Building wheels¶
Because setuptools-rust
is an extension to setuptools
, the standard python -m build
command
(or pip wheel --no-deps . --wheel-dir dist
) can be used to build distributable wheels.
These wheels can be uploaded to PyPI using standard tools such as twine.
A key choice to make is whether to upload PEP 384 “stable” (aka “limited”) API wheels which support multiple Python versions in a single binary, or to build individual artifacts for each Python version. There is a longer discussion of this in the PyO3 docs.
This chapter covers each of these options below.
Building for ABI3¶
setuptools-rust
will automatically configure for the limited API when this is set in the [bdist_wheel]
configuration section of setup.cfg
:
[bdist_wheel]
py_limited_api=cp37 # replace with desired minimum Python version
If using a pyproject.toml
-based build, then save the above in a file and use the DIST_EXTRA_CONFIG
environment variable to instruct setuptools
to pick up this extra configuration. (DIST_EXTRA_CONFIG
is documented on this page of the setuptools
docs.)
It is also possible to pass this setting via the command line, e.g.

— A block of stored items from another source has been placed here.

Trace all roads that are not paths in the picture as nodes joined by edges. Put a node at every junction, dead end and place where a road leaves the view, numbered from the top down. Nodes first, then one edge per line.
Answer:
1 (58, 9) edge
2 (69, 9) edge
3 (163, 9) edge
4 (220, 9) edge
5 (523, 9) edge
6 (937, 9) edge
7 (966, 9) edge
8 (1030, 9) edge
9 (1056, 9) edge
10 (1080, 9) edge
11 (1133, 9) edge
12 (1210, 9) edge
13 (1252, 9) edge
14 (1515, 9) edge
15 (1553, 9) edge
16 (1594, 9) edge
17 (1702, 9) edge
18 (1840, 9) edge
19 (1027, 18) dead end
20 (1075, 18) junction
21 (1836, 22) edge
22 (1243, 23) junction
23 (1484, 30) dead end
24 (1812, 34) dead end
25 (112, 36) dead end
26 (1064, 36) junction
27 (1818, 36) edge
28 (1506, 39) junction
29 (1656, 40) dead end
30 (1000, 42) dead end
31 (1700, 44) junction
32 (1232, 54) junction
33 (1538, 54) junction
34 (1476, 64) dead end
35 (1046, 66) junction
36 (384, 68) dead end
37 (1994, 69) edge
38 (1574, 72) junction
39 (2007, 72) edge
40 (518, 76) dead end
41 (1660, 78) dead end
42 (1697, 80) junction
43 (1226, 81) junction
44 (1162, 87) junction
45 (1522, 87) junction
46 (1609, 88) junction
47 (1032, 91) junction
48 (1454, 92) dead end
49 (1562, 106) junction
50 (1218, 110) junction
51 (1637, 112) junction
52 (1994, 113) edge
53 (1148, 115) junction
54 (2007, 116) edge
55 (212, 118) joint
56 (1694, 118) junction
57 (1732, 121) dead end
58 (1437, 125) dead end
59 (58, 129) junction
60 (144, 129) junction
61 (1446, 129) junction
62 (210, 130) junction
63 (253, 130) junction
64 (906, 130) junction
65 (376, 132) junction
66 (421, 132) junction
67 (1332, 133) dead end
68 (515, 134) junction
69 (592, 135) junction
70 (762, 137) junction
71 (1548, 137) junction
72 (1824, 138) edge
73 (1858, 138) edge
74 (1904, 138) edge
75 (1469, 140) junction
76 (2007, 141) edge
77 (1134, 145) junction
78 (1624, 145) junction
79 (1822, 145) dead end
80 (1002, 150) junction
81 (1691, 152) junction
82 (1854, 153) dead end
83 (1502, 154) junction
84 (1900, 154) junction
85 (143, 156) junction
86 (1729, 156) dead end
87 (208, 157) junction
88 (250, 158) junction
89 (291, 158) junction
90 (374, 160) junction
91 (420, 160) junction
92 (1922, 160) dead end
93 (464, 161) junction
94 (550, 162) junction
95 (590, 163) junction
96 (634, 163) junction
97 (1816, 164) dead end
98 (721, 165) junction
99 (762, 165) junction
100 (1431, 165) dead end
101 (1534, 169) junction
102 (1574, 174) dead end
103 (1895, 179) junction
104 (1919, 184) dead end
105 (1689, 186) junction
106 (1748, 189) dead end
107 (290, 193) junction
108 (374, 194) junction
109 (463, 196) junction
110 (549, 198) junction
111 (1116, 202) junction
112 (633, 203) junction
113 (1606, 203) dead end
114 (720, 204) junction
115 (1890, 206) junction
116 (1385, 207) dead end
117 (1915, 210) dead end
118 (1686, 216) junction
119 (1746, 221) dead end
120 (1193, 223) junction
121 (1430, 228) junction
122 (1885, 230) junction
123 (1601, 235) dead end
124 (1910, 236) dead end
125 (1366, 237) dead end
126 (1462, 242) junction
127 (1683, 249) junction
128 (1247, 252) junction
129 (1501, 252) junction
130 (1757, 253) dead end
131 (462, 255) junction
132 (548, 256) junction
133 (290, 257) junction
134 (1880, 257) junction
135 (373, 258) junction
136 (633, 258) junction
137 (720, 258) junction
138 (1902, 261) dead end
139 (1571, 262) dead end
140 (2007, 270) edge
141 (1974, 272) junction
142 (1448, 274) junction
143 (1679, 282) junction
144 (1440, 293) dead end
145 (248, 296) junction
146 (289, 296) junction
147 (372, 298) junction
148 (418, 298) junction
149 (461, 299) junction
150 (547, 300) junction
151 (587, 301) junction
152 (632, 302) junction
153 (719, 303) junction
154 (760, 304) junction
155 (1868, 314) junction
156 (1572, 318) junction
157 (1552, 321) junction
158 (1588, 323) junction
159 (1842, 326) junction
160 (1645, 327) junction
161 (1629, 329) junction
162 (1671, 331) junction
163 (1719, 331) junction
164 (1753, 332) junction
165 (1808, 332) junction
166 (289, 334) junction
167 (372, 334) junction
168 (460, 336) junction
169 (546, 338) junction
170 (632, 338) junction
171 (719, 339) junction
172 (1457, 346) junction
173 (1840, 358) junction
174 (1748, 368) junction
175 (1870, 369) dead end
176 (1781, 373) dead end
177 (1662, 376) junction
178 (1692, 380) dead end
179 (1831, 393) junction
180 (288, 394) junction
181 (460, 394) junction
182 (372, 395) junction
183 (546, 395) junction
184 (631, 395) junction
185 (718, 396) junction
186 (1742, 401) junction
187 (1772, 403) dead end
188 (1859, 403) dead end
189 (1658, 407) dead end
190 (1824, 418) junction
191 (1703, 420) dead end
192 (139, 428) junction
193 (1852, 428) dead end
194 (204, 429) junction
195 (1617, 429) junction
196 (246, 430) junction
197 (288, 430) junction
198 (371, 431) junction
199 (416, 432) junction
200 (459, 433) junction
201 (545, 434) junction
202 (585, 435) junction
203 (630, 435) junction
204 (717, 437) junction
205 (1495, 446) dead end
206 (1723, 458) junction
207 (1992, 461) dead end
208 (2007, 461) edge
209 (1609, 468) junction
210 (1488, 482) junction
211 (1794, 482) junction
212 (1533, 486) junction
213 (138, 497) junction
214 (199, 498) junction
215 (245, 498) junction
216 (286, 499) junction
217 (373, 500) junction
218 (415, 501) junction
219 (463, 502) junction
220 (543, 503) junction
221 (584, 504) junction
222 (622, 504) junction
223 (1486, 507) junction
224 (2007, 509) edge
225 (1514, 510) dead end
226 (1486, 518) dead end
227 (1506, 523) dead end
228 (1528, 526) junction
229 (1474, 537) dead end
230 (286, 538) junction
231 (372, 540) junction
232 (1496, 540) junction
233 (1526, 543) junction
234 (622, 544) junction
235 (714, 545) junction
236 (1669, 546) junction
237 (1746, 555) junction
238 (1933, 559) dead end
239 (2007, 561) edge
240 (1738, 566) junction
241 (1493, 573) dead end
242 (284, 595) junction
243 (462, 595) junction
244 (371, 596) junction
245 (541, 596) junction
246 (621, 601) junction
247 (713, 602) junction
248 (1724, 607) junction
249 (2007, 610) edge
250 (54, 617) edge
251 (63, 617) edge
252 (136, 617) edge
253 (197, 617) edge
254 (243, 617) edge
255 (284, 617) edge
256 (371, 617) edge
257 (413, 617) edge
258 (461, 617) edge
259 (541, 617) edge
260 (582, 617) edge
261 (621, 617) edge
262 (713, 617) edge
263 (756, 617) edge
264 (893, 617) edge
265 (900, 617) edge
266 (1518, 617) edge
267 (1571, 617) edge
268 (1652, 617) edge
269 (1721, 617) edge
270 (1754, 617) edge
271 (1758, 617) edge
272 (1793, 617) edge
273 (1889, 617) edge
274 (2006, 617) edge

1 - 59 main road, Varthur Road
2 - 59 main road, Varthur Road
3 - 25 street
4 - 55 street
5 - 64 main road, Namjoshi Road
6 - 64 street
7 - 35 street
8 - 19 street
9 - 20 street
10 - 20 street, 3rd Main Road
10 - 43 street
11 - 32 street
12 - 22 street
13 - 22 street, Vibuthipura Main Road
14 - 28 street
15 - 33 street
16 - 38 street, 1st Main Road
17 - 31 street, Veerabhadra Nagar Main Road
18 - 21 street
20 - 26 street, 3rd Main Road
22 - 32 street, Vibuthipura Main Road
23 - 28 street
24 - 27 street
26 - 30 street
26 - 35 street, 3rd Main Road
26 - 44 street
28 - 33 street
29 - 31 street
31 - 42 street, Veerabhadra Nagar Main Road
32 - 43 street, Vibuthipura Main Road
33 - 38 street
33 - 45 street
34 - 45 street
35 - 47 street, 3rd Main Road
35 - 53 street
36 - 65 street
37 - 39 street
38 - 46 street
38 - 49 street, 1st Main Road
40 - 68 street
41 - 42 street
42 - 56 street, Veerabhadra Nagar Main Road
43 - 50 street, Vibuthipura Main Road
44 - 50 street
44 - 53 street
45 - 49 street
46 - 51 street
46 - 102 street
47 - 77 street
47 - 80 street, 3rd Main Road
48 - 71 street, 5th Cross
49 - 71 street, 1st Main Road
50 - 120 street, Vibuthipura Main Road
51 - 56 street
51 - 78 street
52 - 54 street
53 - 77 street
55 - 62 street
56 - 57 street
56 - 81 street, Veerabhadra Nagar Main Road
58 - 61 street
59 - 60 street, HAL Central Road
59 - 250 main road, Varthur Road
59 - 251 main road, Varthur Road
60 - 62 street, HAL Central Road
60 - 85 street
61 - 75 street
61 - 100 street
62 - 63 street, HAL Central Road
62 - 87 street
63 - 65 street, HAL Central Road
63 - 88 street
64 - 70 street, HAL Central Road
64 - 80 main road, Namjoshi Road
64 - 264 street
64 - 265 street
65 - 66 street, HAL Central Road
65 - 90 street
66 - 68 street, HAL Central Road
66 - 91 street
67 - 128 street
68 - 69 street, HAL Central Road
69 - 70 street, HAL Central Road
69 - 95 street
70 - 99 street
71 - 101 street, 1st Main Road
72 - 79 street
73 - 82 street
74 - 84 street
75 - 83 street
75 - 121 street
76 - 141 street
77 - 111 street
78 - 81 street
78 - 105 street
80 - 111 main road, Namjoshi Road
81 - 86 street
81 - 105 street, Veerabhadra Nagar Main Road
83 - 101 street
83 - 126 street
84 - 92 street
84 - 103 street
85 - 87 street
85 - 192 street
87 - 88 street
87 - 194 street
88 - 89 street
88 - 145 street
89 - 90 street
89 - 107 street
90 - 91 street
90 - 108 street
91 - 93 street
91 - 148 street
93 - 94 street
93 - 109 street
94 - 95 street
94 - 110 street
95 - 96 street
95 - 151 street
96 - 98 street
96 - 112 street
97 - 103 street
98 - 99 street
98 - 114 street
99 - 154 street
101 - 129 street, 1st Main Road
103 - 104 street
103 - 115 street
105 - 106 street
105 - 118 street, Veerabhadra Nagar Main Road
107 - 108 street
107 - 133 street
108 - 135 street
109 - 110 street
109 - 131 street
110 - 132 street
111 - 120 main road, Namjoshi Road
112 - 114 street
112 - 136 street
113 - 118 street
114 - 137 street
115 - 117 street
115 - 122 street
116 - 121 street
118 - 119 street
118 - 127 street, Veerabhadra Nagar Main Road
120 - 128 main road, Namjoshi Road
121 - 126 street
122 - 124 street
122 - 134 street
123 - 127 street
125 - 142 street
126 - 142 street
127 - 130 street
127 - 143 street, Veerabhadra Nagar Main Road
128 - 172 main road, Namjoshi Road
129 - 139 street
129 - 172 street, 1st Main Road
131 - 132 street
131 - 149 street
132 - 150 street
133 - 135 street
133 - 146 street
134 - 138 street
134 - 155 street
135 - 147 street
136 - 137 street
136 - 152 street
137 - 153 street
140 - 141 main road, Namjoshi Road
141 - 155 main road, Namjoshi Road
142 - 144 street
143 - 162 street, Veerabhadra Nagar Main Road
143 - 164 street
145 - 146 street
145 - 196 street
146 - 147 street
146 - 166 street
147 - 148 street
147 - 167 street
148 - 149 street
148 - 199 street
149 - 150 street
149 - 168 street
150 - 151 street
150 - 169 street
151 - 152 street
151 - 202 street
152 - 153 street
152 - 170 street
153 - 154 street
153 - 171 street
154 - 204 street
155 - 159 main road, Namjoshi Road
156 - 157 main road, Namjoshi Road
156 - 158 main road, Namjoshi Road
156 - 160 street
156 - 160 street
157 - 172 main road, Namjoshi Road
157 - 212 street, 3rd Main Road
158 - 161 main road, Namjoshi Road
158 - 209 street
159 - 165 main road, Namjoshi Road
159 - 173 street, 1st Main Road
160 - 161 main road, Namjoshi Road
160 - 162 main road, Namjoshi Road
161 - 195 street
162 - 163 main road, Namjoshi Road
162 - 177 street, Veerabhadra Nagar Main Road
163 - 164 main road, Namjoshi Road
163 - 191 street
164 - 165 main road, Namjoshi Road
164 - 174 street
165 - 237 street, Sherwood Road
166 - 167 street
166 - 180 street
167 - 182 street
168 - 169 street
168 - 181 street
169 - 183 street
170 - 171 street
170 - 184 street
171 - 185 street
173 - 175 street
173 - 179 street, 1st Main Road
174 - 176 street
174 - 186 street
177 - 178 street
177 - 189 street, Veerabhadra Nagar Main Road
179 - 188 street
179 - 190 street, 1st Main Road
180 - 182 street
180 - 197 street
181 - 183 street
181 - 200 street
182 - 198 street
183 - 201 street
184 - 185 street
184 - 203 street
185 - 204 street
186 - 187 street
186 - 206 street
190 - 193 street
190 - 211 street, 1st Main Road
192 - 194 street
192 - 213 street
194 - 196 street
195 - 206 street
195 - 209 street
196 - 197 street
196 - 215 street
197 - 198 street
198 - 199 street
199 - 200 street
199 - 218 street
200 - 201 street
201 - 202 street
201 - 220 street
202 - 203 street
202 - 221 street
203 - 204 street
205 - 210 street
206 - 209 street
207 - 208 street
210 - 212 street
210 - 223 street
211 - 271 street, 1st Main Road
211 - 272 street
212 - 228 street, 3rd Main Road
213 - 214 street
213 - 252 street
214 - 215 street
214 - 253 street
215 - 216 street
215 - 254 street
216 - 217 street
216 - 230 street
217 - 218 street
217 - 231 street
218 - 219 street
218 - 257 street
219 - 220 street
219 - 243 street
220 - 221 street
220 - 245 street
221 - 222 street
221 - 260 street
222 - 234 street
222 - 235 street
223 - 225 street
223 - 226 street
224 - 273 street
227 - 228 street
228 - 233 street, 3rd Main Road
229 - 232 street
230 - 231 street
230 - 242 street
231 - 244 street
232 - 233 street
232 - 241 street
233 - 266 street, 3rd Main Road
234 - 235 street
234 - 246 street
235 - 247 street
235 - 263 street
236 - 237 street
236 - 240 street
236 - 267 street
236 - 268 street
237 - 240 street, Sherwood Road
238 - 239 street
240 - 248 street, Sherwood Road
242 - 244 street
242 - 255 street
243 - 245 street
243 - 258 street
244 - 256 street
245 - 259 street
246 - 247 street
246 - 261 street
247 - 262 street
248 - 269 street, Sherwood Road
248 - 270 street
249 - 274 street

python -m build --config-settings=--build-option=--py-limited-api=cp37
Building for multiple Python versions¶
Using cibuildwheel
¶
cibuildwheel
is a tool to build wheels for multiple platforms using Github Actions.
Building manually¶
Place a script called build-wheels.sh
with the following contents in your project root (next to the setup.py
file):
#!/bin/bash
set -ex
curl --proto '=https' --tlsv1.2 -sSf https://sh.rustup.rs | sh -s -- -y
export PATH="$HOME/.cargo/bin:$PATH"
# Compile wheels
for PYBIN in /opt/python/cp{37,38,39,310}*/bin; do
rm -rf /io/build/
"${PYBIN}/pip" install -U setuptools setuptools-rust
"${PYBIN}/pip" wheel /io/ -w /io/dist/ --no-deps
done
# Bundle external shared libraries into the wheels
for whl in /io/dist/*{cp37,cp38,cp39,cp310}*.whl; do
auditwheel repair "$whl" -w /io/dist/
done
# Install packages and test
for PYBIN in /opt/python/cp{37,38,39,310}*/bin; do
"${PYBIN}/pip" install html-py-ever -f /io/dist/
done
This script can be used to produce wheels for multiple Python versions.
Binary wheels on linux¶
To build binary wheels on linux, you need to use the manylinux docker container. You will run the build-wheels.sh
from above inside that container.
First, pull the manylinux2014
Docker image:
docker pull quay.io/pypa/manylinux2014_x86_64
Then use the following command to build wheels for supported Python versions:
docker run --rm -v `pwd`:/io quay.io/pypa/manylinux2014_x86_64 bash /io/build-wheels.sh
This will create wheels in the dist
directory:
$ ls dist
hello_rust-0.1.0-cp37-cp37m-linux_x86_64.whl hello_rust-0.1.0-cp37-cp37m-manylinux2014_x86_64.whl
hello_rust-0.1.0-cp38-cp38-linux_x86_64.whl hello_rust-0.1.0-cp38-cp38-manylinux2014_x86_64.whl
hello_rust-0.1.0-cp39-cp39-linux_x86_64.whl hello_rust-0.1.0-cp39-cp39-manylinux2014_x86_64.whl
It is possible to use any of the manylinux
docker images: manylinux1
, manylinux2010
or manylinux2014
. (Just replace manylinux2014
in the above instructions with the alternative version you wish to use.)
Binary wheels on macOS¶
For building wheels on macOS it is sufficient to use one of the default python -m build
or pip wheel --no-deps . --wheel-dir dist
commands.
To build universal2
wheels set the ARCHFLAGS
environment variable to contain both x86_64
and arm64
, for example ARCHFLAGS="-arch x86_64 -arch arm64"
. Wheel-building solutions such as cibuildwheel
set this environment variable automatically.